Trabalhadores recebem parte do lucro do FGTS

Desde 2017, governo transfere metade do lucro do FGTS obtido no ano anterior aos titulares das contas

O Estado de S.Paulo

17 Agosto 2018 | 04h00

Até o final deste mês, as contas de 90,7 milhões de trabalhadores no Fundo de Garantia do Tempo de Serviço (FGTS) serão acrescidas de 1,72% calculado sobre os saldos de 31 de dezembro de 2017, com média de R$ 38,00 por conta. Desde 2017, o governo cumpre a regra de que a metade do lucro do FGTS obtido no ano anterior será transferida aos titulares das contas, o que reduz a distância entre a remuneração do Fundo e a remuneração de outras aplicações financeiras.

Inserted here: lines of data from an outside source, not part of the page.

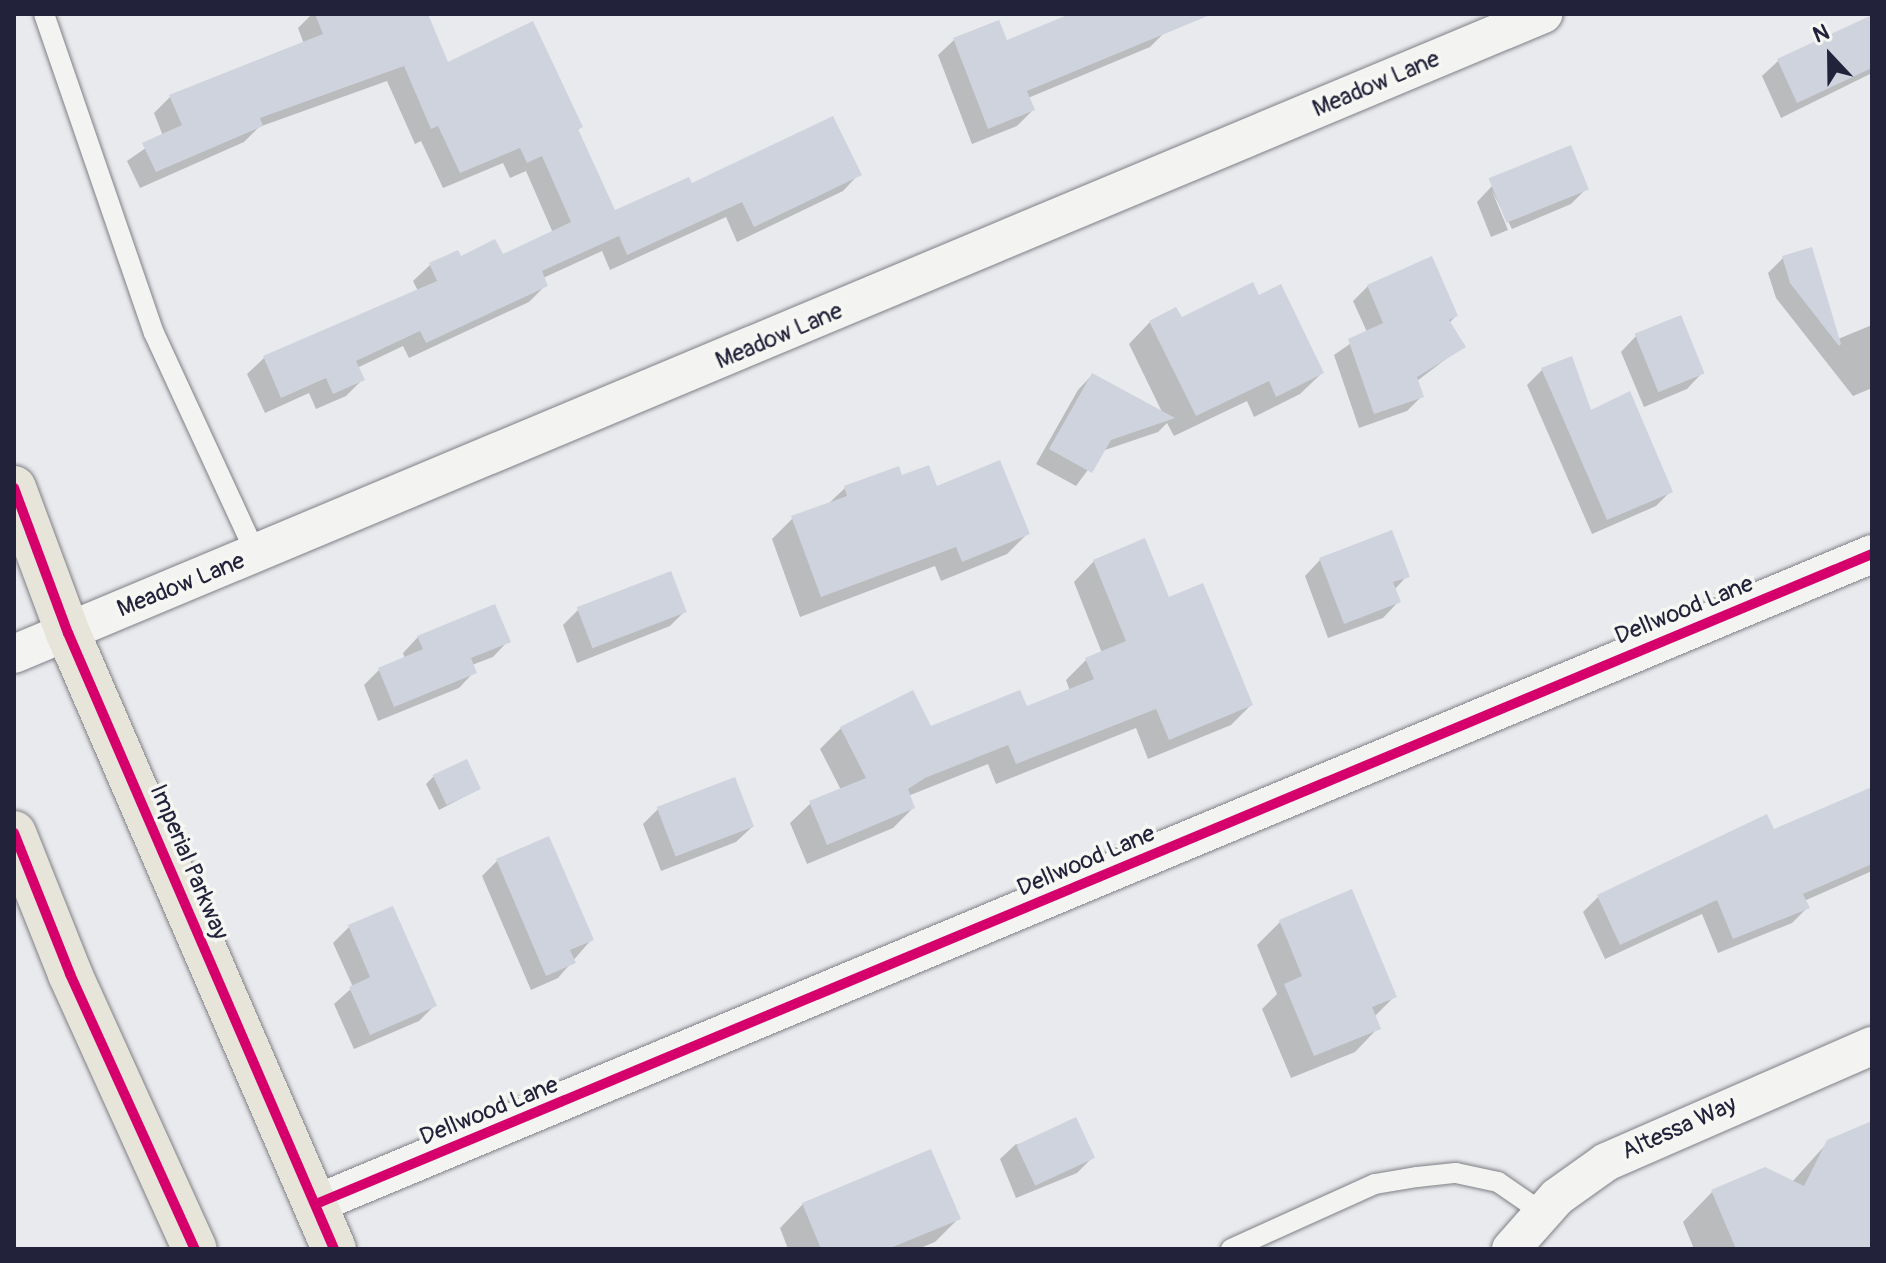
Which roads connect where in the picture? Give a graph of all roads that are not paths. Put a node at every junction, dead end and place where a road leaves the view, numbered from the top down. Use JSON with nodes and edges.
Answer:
{"nodes":[{"id":1,"x":44,"y":14,"type":"edge"},
{"id":2,"x":1543,"y":14,"type":"edge"},
{"id":3,"x":14,"y":488,"type":"edge"},
{"id":4,"x":256,"y":554,"type":"junction"},
{"id":5,"x":1872,"y":554,"type":"edge"},
{"id":6,"x":68,"y":633,"type":"junction"},
{"id":7,"x":14,"y":654,"type":"edge"},
{"id":8,"x":14,"y":833,"type":"edge"},
{"id":9,"x":1872,"y":1046,"type":"edge"},
{"id":10,"x":316,"y":1204,"type":"junction"},
{"id":11,"x":1543,"y":1213,"type":"junction"},
{"id":12,"x":195,"y":1249,"type":"edge"},
{"id":13,"x":334,"y":1249,"type":"edge"},
{"id":14,"x":1231,"y":1249,"type":"edge"},
{"id":15,"x":1511,"y":1249,"type":"edge"}],
"edges":[{"from":1,"to":4,"type":"lane"},
{"from":2,"to":4,"type":"street","name":"Meadow Lane"},
{"from":3,"to":6,"type":"main road","name":"Imperial Parkway"},
{"from":4,"to":6,"type":"street","name":"Meadow Lane"},
{"from":5,"to":10,"type":"street","name":"Dellwood Lane"},
{"from":6,"to":7,"type":"street","name":"Meadow Lane"},
{"from":6,"to":10,"type":"main road","name":"Imperial Parkway"},
{"from":8,"to":12,"type":"main road"},
{"from":9,"to":11,"type":"street","name":"Altessa Way"},
{"from":10,"to":13,"type":"main road","name":"Imperial Parkway"},
{"from":11,"to":14,"type":"lane"},
{"from":11,"to":15,"type":"street","name":"Altessa Way"}]}
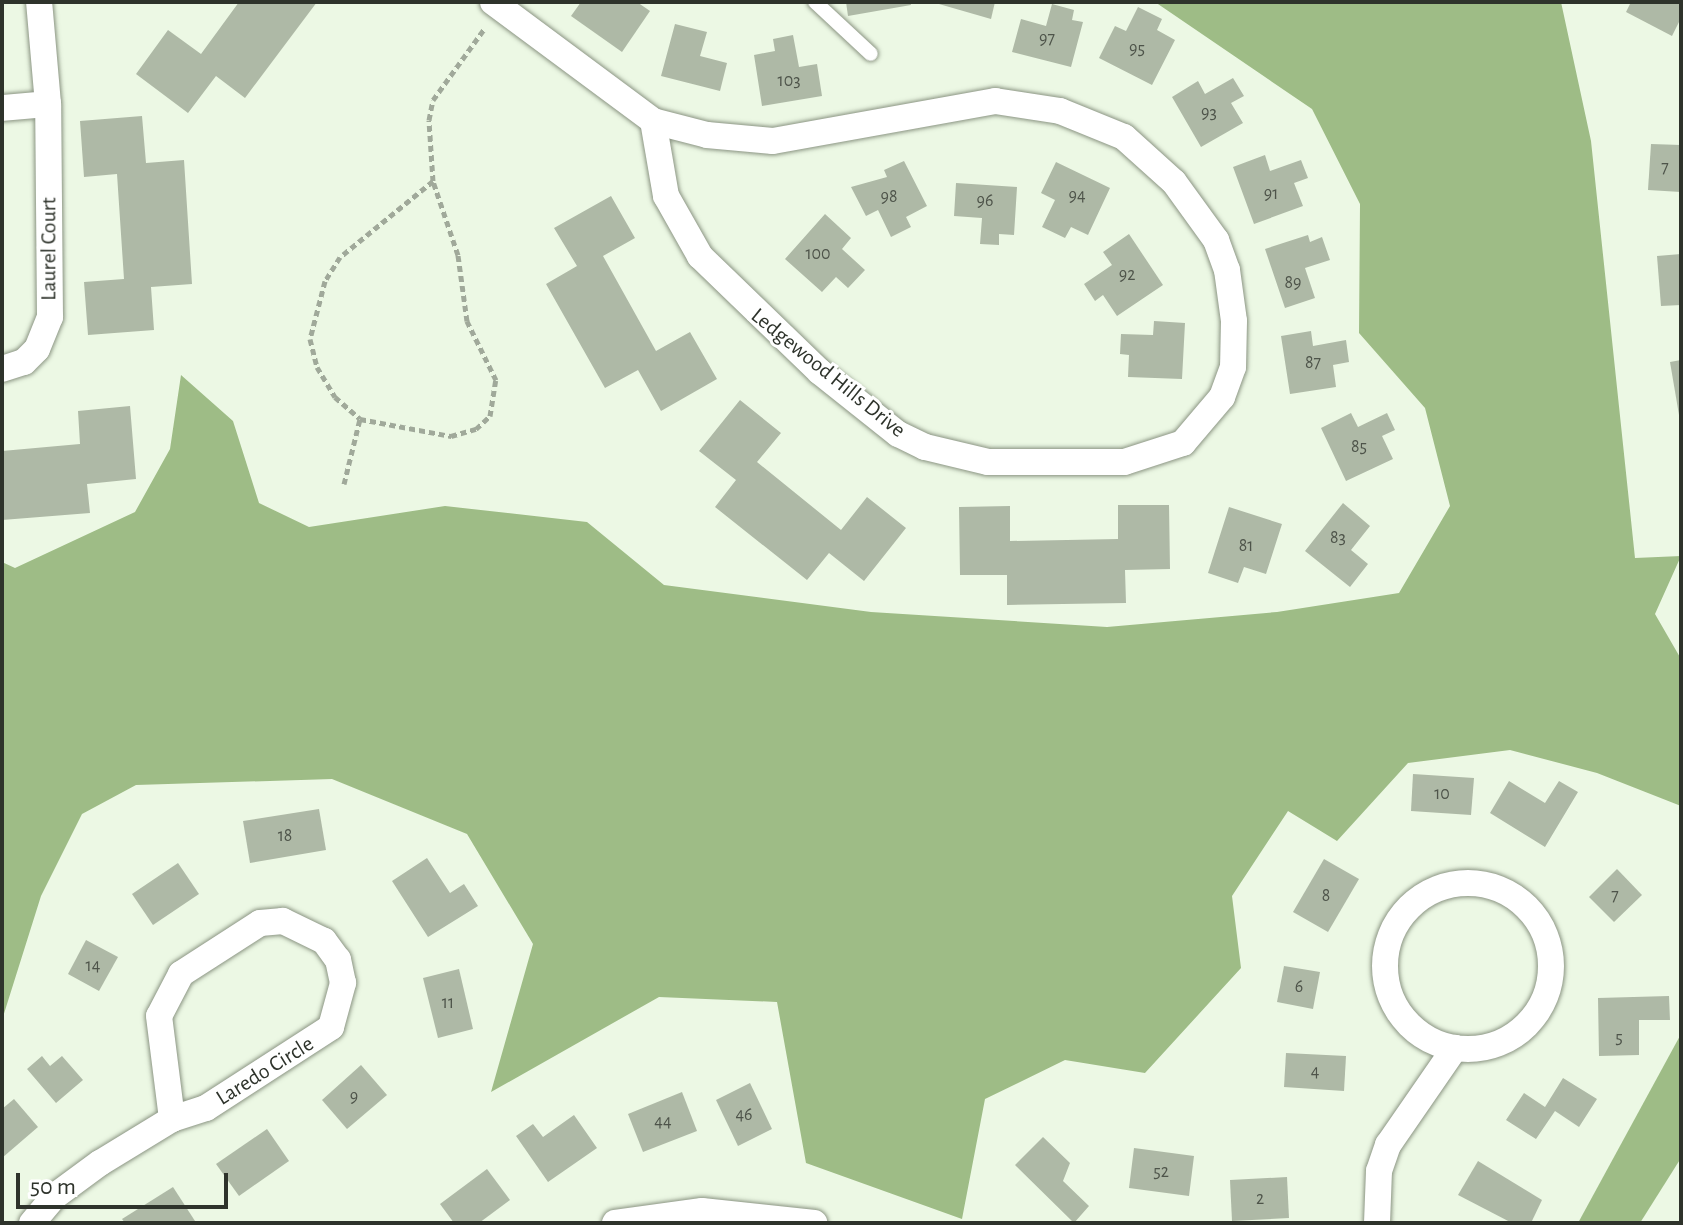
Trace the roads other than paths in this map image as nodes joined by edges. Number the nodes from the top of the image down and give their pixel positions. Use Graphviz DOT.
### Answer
graph roads {
  1 [pos="39,2"];
  2 [pos="815,2"];
  3 [pos="496,5"];
  4 [pos="871,54"];
  5 [pos="48,104"];
  6 [pos="2,108"];
  7 [pos="653,121"];
  8 [pos="2,369"];
  9 [pos="1455,1048"];
  10 [pos="172,1119"];
  11 [pos="32,1223"];
  12 [pos="615,1223"];
  13 [pos="814,1223"];
  14 [pos="1377,1223"];
  1 -- 5 [label="street, Laurel Court"];
  2 -- 4 [label="lane"];
  3 -- 7 [label="street, Ledgewood Hills Drive"];
  5 -- 6 [label="street"];
  5 -- 8 [label="street, Laurel Court"];
  7 -- 7 [label="street, Ledgewood Hills Drive"];
  9 -- 9 [label="street"];
  9 -- 14 [label="street"];
  10 -- 10 [label="street, Laredo Circle"];
  10 -- 11 [label="street, Laredo Circle"];
  12 -- 13 [label="street"];
}
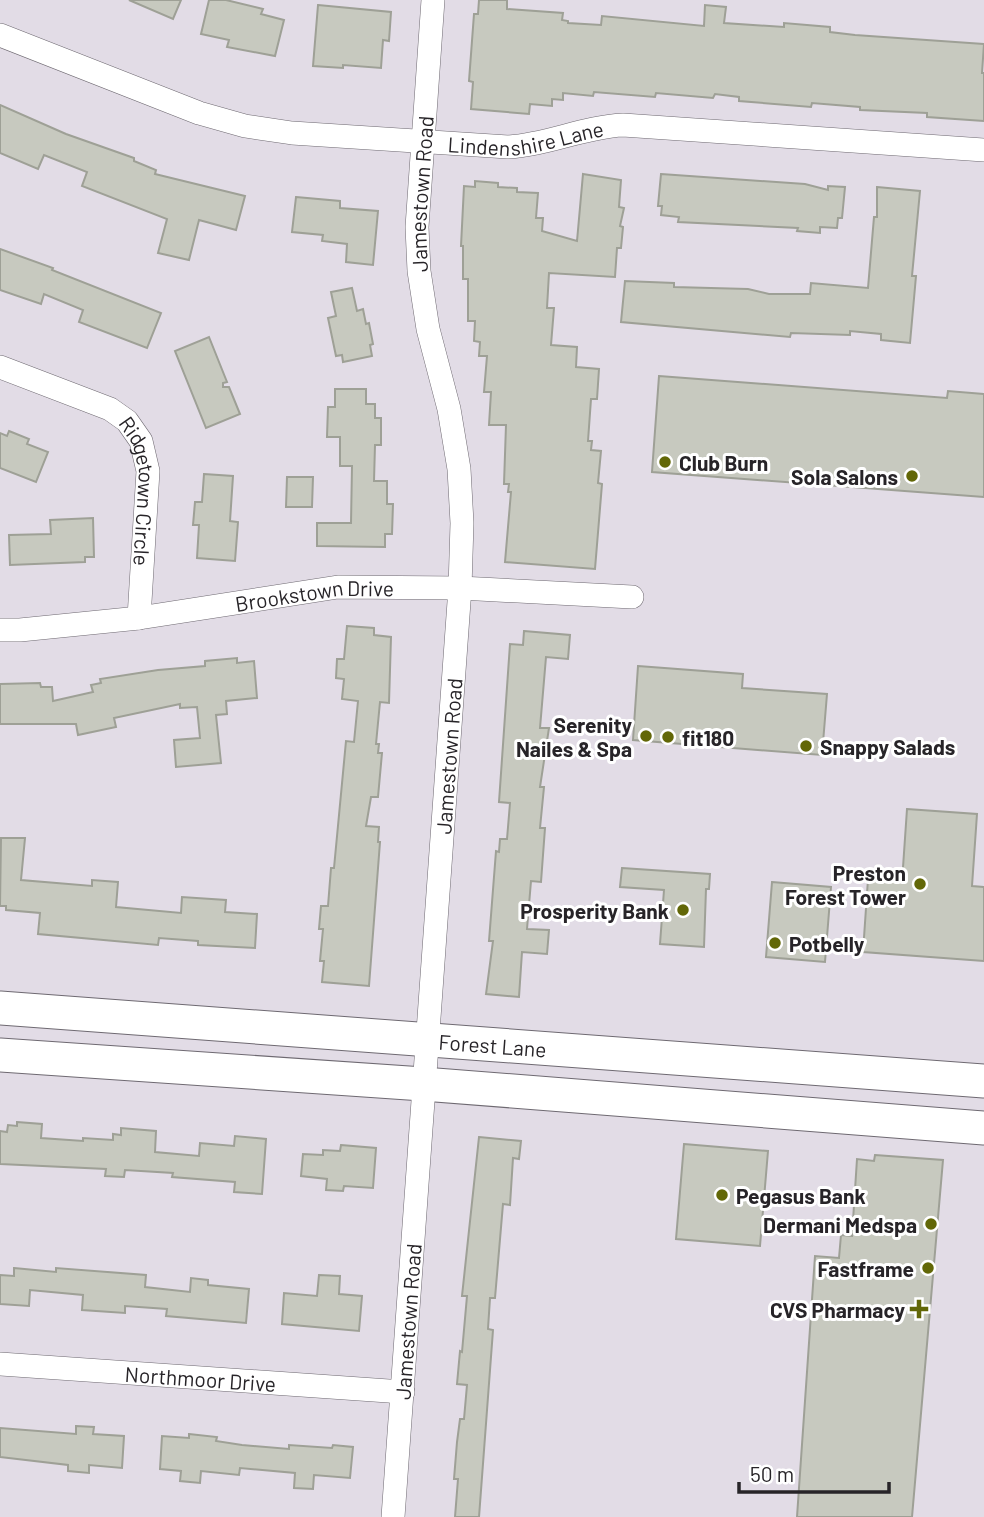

O impacto do crédito adicional é pequeno para a economia e não é imediato. Ele só será percebido como estímulo ao consumo e à renda disponível das pessoas com carteira assinada no futuro quando os saques forem feitos, nas condições previstas em lei. Demissões sem justa causa, aposentadoria, aquisição da casa própria e abatimento de prestações dos financiamentos habitacionais são os principais itens que permitem os saques do FGTS. Mas estes também podem ser feitos em casos de doenças graves e, agora, em órteses e próteses.

O FGTS obteve um lucro líquido de R$ 12,46 bilhões em 2017, dos quais R$ 6,23 bilhões serão creditados nas contas dos trabalhadores. O lucro é menor que o de 2016, que atingiu R$ 14,55 bilhões, mas é um indicador positivo do Fundo.

O FGTS é a principal fonte de recursos para o financiamento da habitação popular pela Caixa Econômica Federal (CEF), responsável pela gestão do Fundo. Em 2017, foram aplicados R$ 219 bilhões com recursos do FGTS.

As contas do FGTS são remuneradas com juro anual de 3% mais a Taxa Referencial, que hoje é zero. Com o acréscimo do lucro do Fundo, a remuneração das contas foi de 5,59% em 2017, inferior ao rendimento de 6,61% das cadernetas de poupança. Ou seja, a correção extra não evitou que o FGTS continuasse figurando entre os fundos menos rentáveis.

A distribuição de parte do lucro do FGTS atendeu, em parte, à demanda dos críticos que veem no Fundo um instrumento da ação política ou econômica do governo federal, pois os empregados não têm o direito de aplicar melhor os recursos.

O mérito do Fundo é financiar a habitação social a taxas módicas. Por exemplo, o FGTS é a principal fonte de recursos do programa Minha Casa, Minha Vida, que tem evitado uma recessão maior na atividade da construção civil.